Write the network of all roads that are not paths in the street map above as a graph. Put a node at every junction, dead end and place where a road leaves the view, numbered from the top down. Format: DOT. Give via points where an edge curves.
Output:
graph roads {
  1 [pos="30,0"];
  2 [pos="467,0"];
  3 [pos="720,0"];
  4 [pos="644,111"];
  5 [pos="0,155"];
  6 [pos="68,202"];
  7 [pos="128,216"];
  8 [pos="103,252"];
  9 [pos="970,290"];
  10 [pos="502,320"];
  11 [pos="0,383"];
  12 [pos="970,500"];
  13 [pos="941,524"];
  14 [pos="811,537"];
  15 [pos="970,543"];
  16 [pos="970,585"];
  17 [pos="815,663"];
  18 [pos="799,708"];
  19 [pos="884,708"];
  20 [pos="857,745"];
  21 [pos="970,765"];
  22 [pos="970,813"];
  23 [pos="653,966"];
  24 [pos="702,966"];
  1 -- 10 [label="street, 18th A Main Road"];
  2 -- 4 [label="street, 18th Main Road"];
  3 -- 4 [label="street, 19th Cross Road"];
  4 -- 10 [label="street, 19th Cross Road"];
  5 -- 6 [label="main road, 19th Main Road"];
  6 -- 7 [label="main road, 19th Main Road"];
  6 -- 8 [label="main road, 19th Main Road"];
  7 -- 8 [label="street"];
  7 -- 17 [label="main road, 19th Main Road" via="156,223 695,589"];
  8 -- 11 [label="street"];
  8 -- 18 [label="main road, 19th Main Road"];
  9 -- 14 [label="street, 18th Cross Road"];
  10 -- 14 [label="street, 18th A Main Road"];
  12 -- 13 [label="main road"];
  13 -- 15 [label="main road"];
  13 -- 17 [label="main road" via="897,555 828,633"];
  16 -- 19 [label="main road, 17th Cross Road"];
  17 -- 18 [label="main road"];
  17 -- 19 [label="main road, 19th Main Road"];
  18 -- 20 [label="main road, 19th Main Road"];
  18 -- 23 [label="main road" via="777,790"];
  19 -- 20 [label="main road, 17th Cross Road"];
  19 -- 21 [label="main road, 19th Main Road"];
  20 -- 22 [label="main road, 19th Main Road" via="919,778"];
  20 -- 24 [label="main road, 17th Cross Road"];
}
* * *
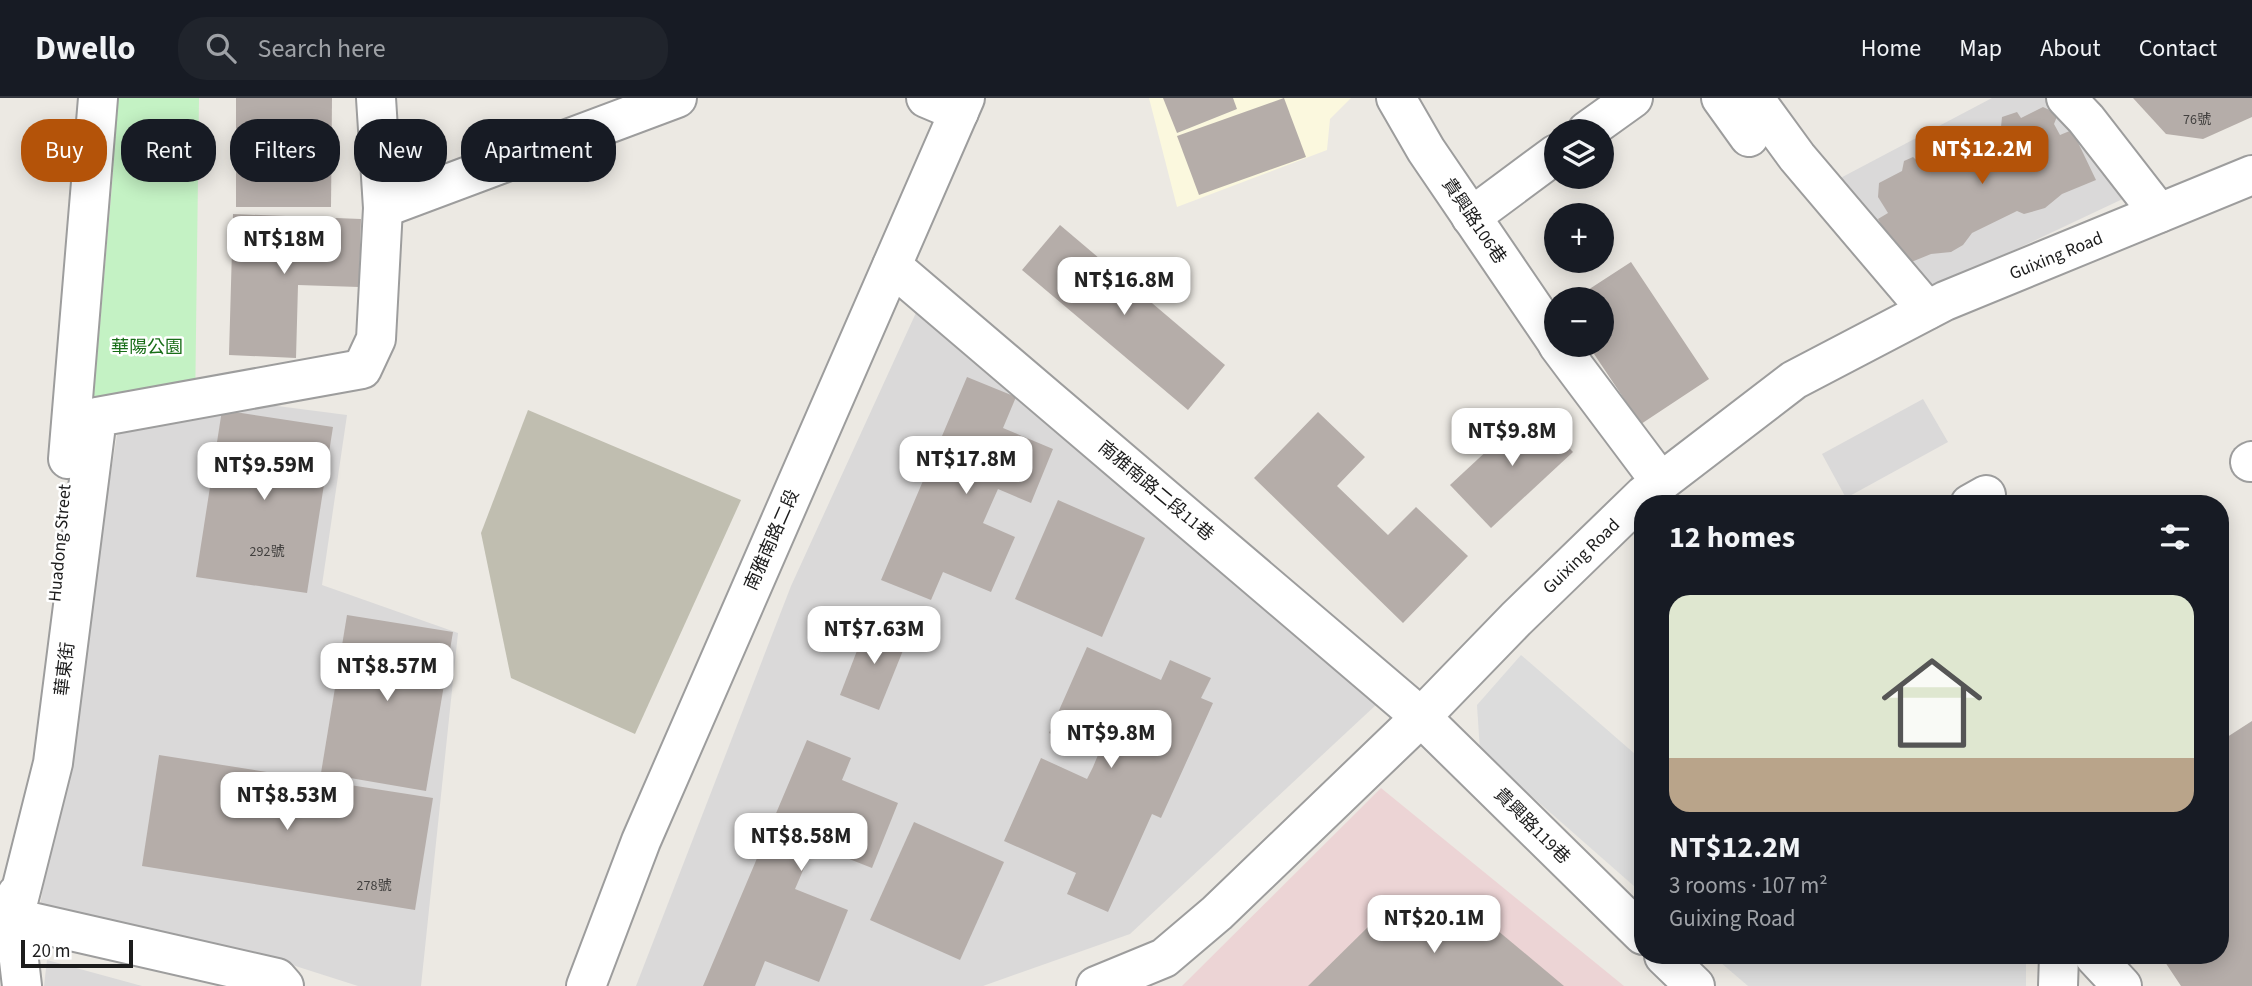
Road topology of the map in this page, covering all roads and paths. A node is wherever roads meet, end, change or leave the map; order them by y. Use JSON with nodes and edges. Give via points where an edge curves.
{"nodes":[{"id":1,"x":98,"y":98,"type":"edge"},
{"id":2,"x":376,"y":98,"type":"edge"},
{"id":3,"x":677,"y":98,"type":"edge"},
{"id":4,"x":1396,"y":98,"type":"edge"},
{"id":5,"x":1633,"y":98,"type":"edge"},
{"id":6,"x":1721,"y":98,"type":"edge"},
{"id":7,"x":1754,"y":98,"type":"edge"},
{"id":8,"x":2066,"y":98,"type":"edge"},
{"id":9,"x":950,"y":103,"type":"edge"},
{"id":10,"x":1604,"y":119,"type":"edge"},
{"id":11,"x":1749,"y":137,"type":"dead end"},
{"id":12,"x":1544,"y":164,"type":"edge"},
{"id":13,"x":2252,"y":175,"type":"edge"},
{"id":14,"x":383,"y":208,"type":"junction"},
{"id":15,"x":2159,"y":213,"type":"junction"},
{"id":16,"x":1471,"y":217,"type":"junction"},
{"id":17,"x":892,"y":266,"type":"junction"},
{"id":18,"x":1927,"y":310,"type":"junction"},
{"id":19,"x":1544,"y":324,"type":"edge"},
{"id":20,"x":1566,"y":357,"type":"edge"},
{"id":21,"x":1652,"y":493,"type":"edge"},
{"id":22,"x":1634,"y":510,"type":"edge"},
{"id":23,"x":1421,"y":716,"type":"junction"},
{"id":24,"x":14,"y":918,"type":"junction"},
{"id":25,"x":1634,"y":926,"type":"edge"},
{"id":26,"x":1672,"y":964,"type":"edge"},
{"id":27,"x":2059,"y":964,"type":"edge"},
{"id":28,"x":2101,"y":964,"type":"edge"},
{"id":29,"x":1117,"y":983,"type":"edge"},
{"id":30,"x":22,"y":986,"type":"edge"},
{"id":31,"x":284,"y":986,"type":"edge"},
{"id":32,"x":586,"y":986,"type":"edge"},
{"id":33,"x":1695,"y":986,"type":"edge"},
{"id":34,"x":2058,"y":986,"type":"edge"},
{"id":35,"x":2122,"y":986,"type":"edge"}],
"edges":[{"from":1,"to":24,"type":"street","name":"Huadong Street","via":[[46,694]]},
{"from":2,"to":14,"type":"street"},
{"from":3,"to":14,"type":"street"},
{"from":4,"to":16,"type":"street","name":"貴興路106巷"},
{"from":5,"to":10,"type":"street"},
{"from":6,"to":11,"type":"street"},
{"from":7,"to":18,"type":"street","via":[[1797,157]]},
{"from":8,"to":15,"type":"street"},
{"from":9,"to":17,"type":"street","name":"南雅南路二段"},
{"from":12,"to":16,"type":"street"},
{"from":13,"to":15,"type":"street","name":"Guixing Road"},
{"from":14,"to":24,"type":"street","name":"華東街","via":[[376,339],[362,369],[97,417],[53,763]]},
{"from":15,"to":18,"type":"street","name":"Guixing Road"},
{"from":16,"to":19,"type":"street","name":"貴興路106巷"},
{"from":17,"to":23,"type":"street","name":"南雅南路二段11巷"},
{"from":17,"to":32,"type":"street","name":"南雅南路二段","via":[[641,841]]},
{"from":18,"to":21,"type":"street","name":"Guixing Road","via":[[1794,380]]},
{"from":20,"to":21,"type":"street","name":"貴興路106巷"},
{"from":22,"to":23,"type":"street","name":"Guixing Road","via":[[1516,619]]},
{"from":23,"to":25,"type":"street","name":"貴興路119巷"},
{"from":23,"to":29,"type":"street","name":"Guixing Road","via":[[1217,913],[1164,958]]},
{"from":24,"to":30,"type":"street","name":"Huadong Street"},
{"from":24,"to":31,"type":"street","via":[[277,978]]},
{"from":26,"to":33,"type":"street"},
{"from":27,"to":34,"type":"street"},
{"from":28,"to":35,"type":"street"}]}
---
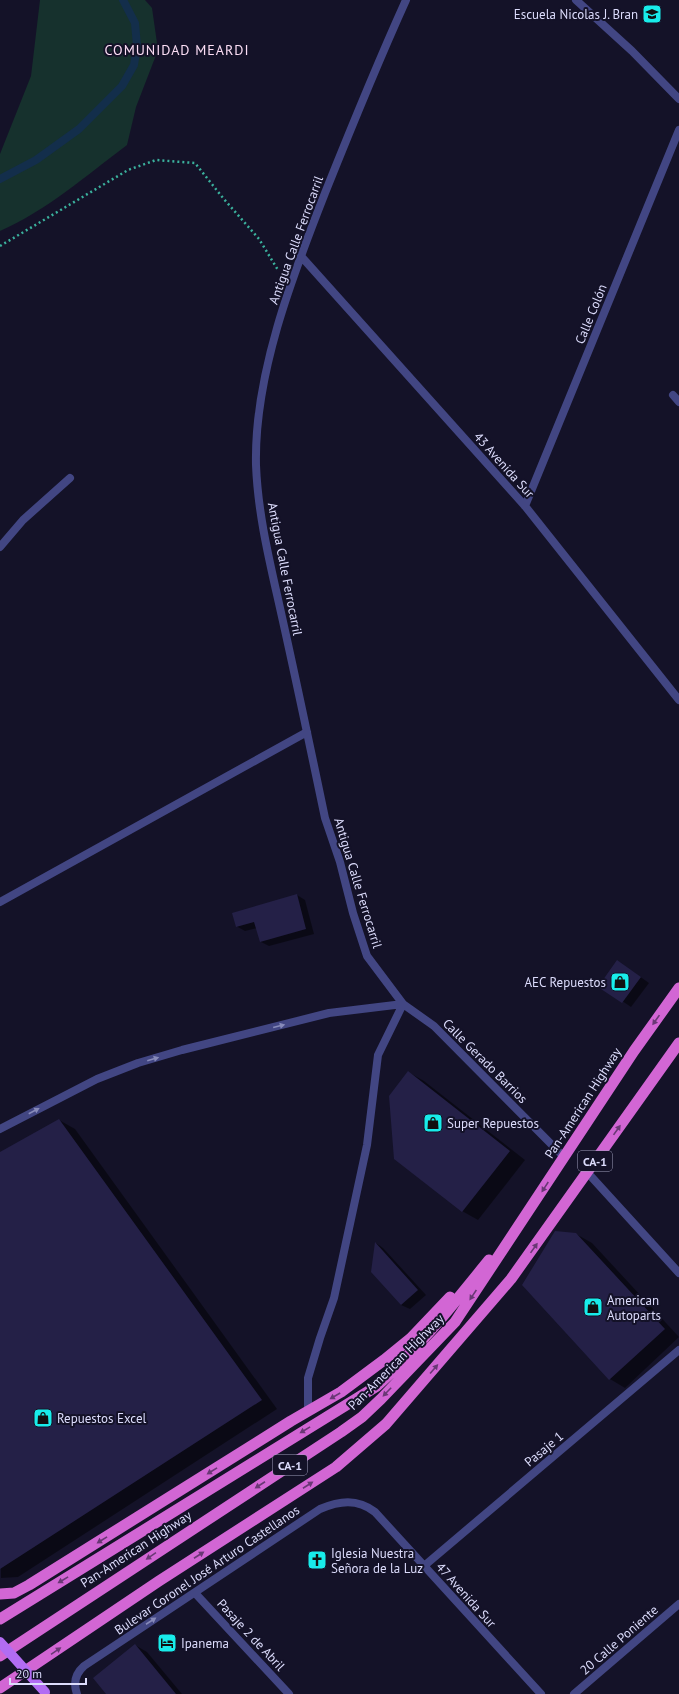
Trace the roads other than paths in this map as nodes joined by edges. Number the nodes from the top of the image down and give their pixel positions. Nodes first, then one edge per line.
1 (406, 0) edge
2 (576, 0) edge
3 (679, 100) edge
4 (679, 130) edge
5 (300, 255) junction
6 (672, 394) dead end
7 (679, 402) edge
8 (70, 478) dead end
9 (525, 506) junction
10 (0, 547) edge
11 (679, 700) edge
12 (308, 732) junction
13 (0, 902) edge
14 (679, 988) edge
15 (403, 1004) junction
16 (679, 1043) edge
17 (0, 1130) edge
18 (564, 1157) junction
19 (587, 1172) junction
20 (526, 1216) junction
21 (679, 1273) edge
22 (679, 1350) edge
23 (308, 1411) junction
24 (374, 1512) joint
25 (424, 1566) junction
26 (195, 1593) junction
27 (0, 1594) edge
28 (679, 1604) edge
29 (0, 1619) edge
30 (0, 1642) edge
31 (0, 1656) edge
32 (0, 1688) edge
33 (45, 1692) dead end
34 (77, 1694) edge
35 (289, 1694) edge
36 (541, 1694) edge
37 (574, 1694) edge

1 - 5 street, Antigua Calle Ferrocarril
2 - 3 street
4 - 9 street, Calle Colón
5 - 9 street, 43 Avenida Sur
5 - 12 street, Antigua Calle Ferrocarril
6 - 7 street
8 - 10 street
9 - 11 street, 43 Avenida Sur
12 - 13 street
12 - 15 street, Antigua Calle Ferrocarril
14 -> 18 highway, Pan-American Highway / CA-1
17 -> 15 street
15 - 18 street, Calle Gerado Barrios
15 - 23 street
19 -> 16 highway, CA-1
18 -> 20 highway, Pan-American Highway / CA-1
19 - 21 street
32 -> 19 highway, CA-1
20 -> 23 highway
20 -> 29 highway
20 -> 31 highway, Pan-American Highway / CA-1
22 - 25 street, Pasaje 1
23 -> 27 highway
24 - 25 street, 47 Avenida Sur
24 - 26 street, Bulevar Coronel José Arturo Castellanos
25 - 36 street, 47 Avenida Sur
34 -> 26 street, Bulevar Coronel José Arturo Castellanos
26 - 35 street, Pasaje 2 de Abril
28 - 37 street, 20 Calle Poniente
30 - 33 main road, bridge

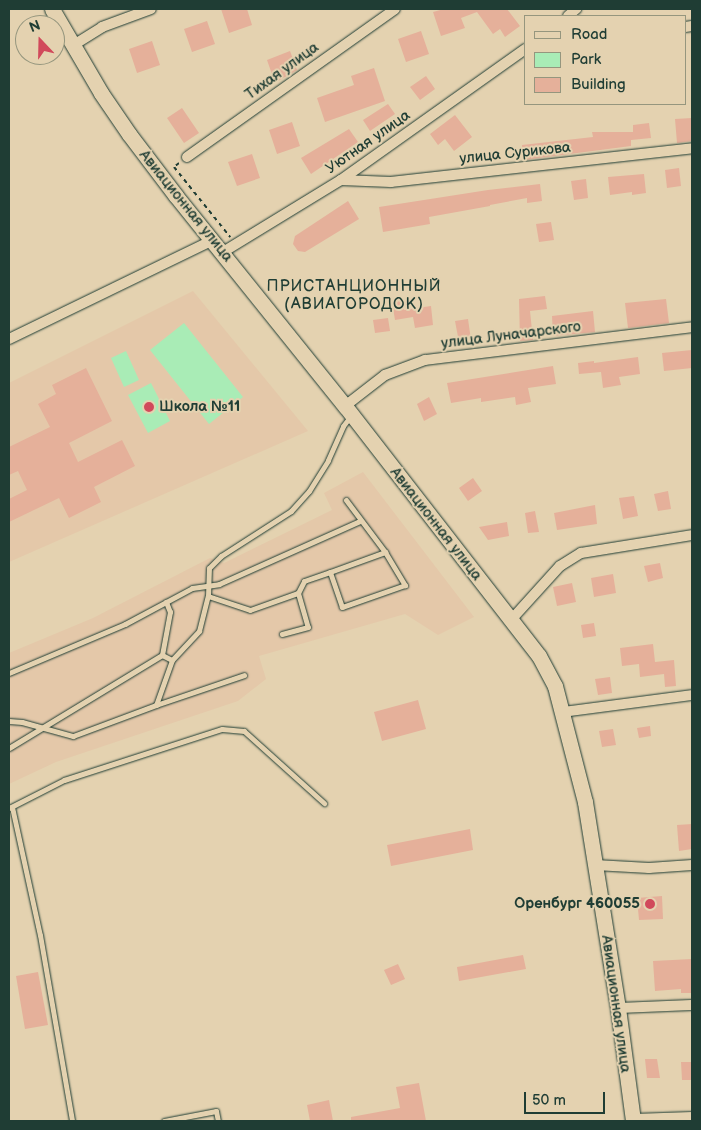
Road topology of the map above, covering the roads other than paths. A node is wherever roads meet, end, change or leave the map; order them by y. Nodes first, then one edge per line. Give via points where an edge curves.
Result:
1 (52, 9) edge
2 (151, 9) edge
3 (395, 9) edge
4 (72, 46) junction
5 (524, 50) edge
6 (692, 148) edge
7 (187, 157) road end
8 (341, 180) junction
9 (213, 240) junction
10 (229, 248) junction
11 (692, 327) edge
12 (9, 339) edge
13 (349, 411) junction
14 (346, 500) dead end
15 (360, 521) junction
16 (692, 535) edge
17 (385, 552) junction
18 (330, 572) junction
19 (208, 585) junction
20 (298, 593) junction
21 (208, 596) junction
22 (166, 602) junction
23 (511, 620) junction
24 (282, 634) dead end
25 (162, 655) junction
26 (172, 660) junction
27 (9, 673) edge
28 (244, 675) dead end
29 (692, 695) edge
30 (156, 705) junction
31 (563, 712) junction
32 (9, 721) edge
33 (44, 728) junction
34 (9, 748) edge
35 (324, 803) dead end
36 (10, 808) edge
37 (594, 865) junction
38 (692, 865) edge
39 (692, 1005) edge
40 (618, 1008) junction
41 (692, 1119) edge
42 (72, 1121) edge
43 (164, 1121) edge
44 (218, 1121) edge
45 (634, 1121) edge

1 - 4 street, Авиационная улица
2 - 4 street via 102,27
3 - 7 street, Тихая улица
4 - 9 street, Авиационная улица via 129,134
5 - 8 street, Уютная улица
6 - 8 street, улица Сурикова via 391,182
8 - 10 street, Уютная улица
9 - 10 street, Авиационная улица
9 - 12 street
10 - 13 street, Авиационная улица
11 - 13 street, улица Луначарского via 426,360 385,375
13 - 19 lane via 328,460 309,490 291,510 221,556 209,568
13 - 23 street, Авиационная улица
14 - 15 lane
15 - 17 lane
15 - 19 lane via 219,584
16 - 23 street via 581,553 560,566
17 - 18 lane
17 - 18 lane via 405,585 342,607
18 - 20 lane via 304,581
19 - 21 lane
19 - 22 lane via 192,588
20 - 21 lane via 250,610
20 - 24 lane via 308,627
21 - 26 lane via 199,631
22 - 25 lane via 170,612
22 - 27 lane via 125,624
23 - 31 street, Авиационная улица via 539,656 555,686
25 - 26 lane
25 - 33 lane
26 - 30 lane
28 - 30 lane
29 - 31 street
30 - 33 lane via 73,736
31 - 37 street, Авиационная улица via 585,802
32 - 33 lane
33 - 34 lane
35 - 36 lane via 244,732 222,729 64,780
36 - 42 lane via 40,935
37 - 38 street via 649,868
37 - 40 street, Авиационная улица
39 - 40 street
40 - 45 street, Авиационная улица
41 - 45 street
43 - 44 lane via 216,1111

■ **TASK ITEM**:
Whenever the string "Ferrocarril" shows up in a line of the entries, copy that line.

■ **EXERCISE RESPONSE**:
1 - 5 street, Antigua Calle Ferrocarril
5 - 12 street, Antigua Calle Ferrocarril
12 - 15 street, Antigua Calle Ferrocarril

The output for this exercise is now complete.